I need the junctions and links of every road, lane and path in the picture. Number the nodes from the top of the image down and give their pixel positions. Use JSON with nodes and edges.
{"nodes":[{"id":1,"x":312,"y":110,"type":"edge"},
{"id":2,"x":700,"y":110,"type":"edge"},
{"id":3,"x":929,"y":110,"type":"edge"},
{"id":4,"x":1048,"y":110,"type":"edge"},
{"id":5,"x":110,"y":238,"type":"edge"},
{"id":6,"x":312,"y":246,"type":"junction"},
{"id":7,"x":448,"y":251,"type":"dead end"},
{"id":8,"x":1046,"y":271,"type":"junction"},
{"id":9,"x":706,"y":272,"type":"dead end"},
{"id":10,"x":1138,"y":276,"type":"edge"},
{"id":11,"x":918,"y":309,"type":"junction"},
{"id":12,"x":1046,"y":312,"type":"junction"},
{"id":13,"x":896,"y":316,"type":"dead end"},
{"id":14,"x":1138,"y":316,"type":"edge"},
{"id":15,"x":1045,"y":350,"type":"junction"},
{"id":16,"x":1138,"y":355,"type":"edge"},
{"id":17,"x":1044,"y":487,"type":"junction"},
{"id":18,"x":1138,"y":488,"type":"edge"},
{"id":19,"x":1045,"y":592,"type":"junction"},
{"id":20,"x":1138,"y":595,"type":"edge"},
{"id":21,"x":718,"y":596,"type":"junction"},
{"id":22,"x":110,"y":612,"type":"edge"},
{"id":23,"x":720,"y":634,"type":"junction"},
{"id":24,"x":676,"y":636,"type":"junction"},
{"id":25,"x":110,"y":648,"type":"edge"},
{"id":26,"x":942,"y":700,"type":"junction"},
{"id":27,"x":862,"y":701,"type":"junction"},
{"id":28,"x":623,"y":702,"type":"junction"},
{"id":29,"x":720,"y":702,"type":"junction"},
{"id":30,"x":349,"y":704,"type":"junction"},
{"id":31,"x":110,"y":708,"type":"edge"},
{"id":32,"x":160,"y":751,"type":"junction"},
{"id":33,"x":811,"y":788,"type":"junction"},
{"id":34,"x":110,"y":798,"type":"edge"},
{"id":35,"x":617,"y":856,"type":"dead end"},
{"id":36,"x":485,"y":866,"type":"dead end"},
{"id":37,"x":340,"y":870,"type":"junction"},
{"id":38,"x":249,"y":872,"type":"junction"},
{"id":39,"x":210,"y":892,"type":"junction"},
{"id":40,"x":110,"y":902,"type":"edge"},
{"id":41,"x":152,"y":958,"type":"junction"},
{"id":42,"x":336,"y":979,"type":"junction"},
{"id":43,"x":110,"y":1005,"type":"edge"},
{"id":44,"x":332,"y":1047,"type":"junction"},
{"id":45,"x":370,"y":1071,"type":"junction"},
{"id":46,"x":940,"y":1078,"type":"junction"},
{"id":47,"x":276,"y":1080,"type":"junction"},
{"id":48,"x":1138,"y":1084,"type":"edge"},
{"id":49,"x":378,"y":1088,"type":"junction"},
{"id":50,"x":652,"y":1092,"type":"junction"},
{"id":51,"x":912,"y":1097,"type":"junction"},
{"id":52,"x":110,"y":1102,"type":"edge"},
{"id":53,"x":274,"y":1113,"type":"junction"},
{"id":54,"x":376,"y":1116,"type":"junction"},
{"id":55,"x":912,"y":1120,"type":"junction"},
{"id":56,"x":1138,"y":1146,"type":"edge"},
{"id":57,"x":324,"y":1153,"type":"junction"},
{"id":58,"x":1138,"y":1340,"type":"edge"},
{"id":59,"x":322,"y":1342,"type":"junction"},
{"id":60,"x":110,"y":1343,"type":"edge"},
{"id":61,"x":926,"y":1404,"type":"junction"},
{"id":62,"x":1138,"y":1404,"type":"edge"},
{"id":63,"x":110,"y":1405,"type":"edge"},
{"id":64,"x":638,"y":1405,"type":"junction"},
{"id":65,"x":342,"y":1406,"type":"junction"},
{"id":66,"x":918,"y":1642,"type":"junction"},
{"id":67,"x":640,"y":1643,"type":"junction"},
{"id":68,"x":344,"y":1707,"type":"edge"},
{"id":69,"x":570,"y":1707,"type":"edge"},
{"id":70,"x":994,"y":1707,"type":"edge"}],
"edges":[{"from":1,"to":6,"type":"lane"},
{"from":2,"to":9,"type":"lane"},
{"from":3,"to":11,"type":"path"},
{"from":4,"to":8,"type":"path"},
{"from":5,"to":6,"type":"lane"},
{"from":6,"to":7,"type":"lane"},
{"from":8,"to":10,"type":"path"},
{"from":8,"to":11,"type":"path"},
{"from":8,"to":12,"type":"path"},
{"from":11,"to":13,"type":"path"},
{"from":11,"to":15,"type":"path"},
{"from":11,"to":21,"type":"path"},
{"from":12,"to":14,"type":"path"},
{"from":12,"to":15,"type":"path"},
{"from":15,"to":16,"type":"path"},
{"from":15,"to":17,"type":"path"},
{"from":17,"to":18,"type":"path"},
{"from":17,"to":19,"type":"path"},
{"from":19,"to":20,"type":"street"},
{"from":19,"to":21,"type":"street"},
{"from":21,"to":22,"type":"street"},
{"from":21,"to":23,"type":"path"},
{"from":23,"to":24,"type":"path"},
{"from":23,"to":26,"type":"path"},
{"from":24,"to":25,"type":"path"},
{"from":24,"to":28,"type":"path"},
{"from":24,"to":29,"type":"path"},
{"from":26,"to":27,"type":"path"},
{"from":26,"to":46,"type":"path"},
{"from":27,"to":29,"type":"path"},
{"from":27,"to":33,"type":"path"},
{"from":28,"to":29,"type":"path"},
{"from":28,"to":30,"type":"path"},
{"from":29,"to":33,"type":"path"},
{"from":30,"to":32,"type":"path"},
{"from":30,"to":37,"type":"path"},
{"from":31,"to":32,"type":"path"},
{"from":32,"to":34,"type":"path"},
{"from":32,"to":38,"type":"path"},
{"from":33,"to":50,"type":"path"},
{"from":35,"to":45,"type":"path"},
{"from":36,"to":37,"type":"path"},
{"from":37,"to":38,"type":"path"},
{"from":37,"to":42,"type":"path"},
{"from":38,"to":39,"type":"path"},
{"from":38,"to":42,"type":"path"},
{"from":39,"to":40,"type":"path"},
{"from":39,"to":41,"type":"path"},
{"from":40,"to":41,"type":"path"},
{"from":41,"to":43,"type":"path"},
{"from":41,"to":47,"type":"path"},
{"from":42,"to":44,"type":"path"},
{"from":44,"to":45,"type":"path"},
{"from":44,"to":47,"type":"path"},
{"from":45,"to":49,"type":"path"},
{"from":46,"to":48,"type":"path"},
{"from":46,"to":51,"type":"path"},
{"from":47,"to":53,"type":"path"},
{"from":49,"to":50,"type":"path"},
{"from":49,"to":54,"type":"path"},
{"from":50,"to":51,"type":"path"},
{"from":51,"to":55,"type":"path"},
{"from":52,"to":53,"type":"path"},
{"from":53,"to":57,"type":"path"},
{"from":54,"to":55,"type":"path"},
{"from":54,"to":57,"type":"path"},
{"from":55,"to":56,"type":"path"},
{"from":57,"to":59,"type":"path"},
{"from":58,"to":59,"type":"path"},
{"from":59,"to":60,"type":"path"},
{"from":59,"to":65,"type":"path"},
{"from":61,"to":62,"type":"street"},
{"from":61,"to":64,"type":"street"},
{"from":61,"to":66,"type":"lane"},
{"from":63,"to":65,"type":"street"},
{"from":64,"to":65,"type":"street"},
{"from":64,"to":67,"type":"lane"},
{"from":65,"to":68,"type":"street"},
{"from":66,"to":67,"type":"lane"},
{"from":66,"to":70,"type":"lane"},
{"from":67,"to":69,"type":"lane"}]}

------------------------

Instructions for the task
In the records above, find each line holding "nodes" and copy it.

Result below
I need the junctions and links of every road, lane and path in the picture. Number the nodes from the top of the image down and give their pixel positions. Use JSON with nodes and edges.
{"nodes":[{"id":1,"x":312,"y":110,"type":"edge"},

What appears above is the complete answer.